Transcribe every entry exactly; the images stay out.

####

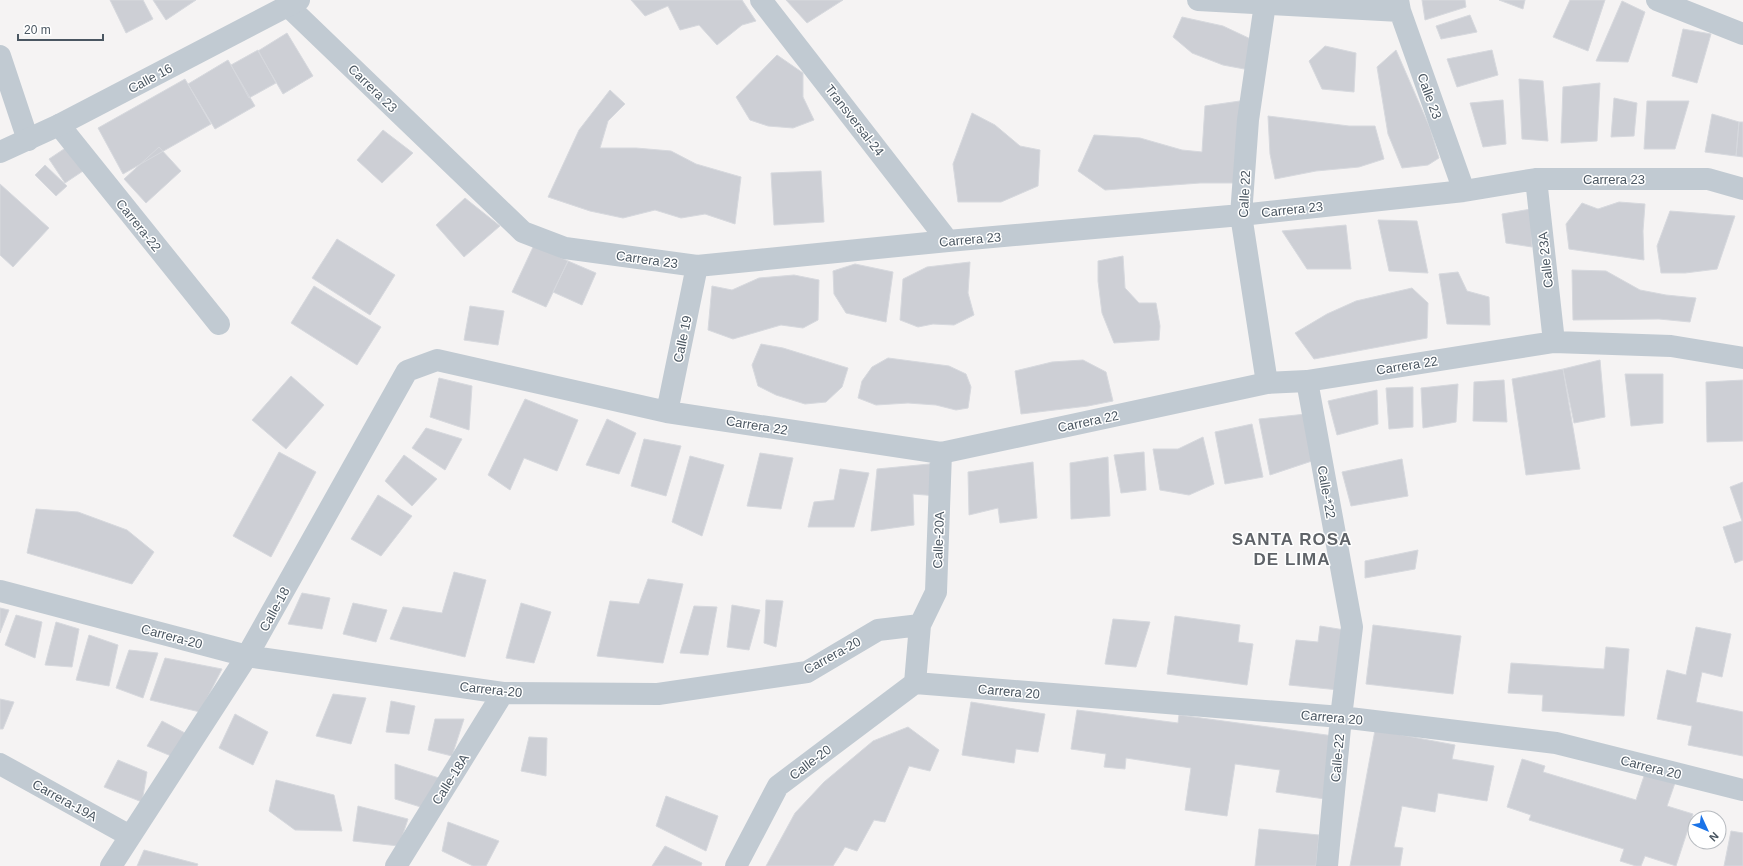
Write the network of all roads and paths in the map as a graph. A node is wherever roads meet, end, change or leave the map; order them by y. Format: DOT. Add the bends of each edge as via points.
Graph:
graph roads {
  1 [pos="761,0"];
  2 [pos="1198,0"];
  3 [pos="1656,0"];
  4 [pos="293,3"];
  5 [pos="1265,4"];
  6 [pos="1399,6"];
  7 [pos="1743,34"];
  8 [pos="0,56"];
  9 [pos="59,125"];
  10 [pos="28,140"];
  11 [pos="0,152"];
  12 [pos="1536,179"];
  13 [pos="1743,189"];
  14 [pos="1464,190"];
  15 [pos="1241,215"];
  16 [pos="948,241"];
  17 [pos="697,266"];
  18 [pos="219,324"];
  19 [pos="1554,342"];
  20 [pos="1743,358"];
  21 [pos="437,360"];
  22 [pos="1307,381"];
  23 [pos="1267,382"];
  24 [pos="667,412"];
  25 [pos="941,453"];
  26 [pos="0,591"];
  27 [pos="920,625"];
  28 [pos="1352,627"];
  29 [pos="247,656"];
  30 [pos="915,683"];
  31 [pos="503,693"];
  32 [pos="1341,717"];
  33 [pos="0,764"];
  34 [pos="1743,790"];
  35 [pos="130,836"];
  36 [pos="111,866"];
  37 [pos="396,866"];
  38 [pos="736,866"];
  39 [pos="1327,866"];
  1 -- 16 [label="street, Transversal-24"];
  2 -- 5 [label="street"];
  3 -- 7 [label="street"];
  4 -- 9 [label="street, Calle 16"];
  4 -- 17 [label="street, Carrera 23" via="523,232 565,248"];
  5 -- 6 [label="street"];
  5 -- 15 [label="street, Calle 22" via="1248,120"];
  6 -- 14 [label="street, Calle 23"];
  8 -- 10 [label="street"];
  9 -- 10 [label="street, Calle 16"];
  9 -- 18 [label="street, Carrera-22"];
  10 -- 11 [label="street, Calle 16"];
  12 -- 13 [label="street, Carrera 23" via="1708,179"];
  12 -- 14 [label="street, Carrera 23"];
  12 -- 19 [label="street, Calle 23A"];
  14 -- 15 [label="street, Carrera 23"];
  15 -- 16 [label="street, Carrera 23"];
  15 -- 23 [label="street, Calle 22"];
  16 -- 17 [label="street, Carrera 23"];
  17 -- 24 [label="street, Calle 19"];
  19 -- 20 [label="street, Carrera 22" via="1671,346"];
  19 -- 22 [label="street, Carrera 22"];
  21 -- 24 [label="street, Carrera 22"];
  21 -- 29 [label="street, Calle-18" via="407,371"];
  22 -- 23 [label="street, Carrera 22"];
  22 -- 28 [label="street, Calle-*22"];
  23 -- 25 [label="street, Carrera 22"];
  24 -- 25 [label="street, Carrera 22"];
  25 -- 27 [label="street, Calle-20A" via="936,592"];
  26 -- 29 [label="street, Carrera-20"];
  27 -- 30 [label="street"];
  27 -- 31 [label="street, Carrera-20" via="878,630 807,672 658,694"];
  28 -- 32 [label="street, Calle-22"];
  29 -- 31 [label="street, Carrera-20"];
  29 -- 35 [label="street, Calle-18"];
  30 -- 32 [label="street, Carrera 20"];
  30 -- 38 [label="street, Calle-20" via="778,786"];
  31 -- 37 [label="street, Calle-18A"];
  32 -- 34 [label="street, Carrera 20" via="1556,743"];
  32 -- 39 [label="street, Calle-22"];
  33 -- 35 [label="street, Carrera-19A"];
  35 -- 36 [label="street, Calle-18"];
}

####

◆ EXERCISE SOLUTION:
Write the network of all roads and paths in the map as a graph. A node is wherever roads meet, end, change or leave the map; order them by y. Format: DOT. Add the bends of each edge as via points.
Graph:
graph roads {
  1 [pos="761,0"];
  2 [pos="1198,0"];
  3 [pos="1656,0"];
  4 [pos="293,3"];
  5 [pos="1265,4"];
  6 [pos="1399,6"];
  7 [pos="1743,34"];
  8 [pos="0,56"];
  9 [pos="59,125"];
  10 [pos="28,140"];
  11 [pos="0,152"];
  12 [pos="1536,179"];
  13 [pos="1743,189"];
  14 [pos="1464,190"];
  15 [pos="1241,215"];
  16 [pos="948,241"];
  17 [pos="697,266"];
  18 [pos="219,324"];
  19 [pos="1554,342"];
  20 [pos="1743,358"];
  21 [pos="437,360"];
  22 [pos="1307,381"];
  23 [pos="1267,382"];
  24 [pos="667,412"];
  25 [pos="941,453"];
  26 [pos="0,591"];
  27 [pos="920,625"];
  28 [pos="1352,627"];
  29 [pos="247,656"];
  30 [pos="915,683"];
  31 [pos="503,693"];
  32 [pos="1341,717"];
  33 [pos="0,764"];
  34 [pos="1743,790"];
  35 [pos="130,836"];
  36 [pos="111,866"];
  37 [pos="396,866"];
  38 [pos="736,866"];
  39 [pos="1327,866"];
  1 -- 16 [label="street, Transversal-24"];
  2 -- 5 [label="street"];
  3 -- 7 [label="street"];
  4 -- 9 [label="street, Calle 16"];
  4 -- 17 [label="street, Carrera 23" via="523,232 565,248"];
  5 -- 6 [label="street"];
  5 -- 15 [label="street, Calle 22" via="1248,120"];
  6 -- 14 [label="street, Calle 23"];
  8 -- 10 [label="street"];
  9 -- 10 [label="street, Calle 16"];
  9 -- 18 [label="street, Carrera-22"];
  10 -- 11 [label="street, Calle 16"];
  12 -- 13 [label="street, Carrera 23" via="1708,179"];
  12 -- 14 [label="street, Carrera 23"];
  12 -- 19 [label="street, Calle 23A"];
  14 -- 15 [label="street, Carrera 23"];
  15 -- 16 [label="street, Carrera 23"];
  15 -- 23 [label="street, Calle 22"];
  16 -- 17 [label="street, Carrera 23"];
  17 -- 24 [label="street, Calle 19"];
  19 -- 20 [label="street, Carrera 22" via="1671,346"];
  19 -- 22 [label="street, Carrera 22"];
  21 -- 24 [label="street, Carrera 22"];
  21 -- 29 [label="street, Calle-18" via="407,371"];
  22 -- 23 [label="street, Carrera 22"];
  22 -- 28 [label="street, Calle-*22"];
  23 -- 25 [label="street, Carrera 22"];
  24 -- 25 [label="street, Carrera 22"];
  25 -- 27 [label="street, Calle-20A" via="936,592"];
  26 -- 29 [label="street, Carrera-20"];
  27 -- 30 [label="street"];
  27 -- 31 [label="street, Carrera-20" via="878,630 807,672 658,694"];
  28 -- 32 [label="street, Calle-22"];
  29 -- 31 [label="street, Carrera-20"];
  29 -- 35 [label="street, Calle-18"];
  30 -- 32 [label="street, Carrera 20"];
  30 -- 38 [label="street, Calle-20" via="778,786"];
  31 -- 37 [label="street, Calle-18A"];
  32 -- 34 [label="street, Carrera 20" via="1556,743"];
  32 -- 39 [label="street, Calle-22"];
  33 -- 35 [label="street, Carrera-19A"];
  35 -- 36 [label="street, Calle-18"];
}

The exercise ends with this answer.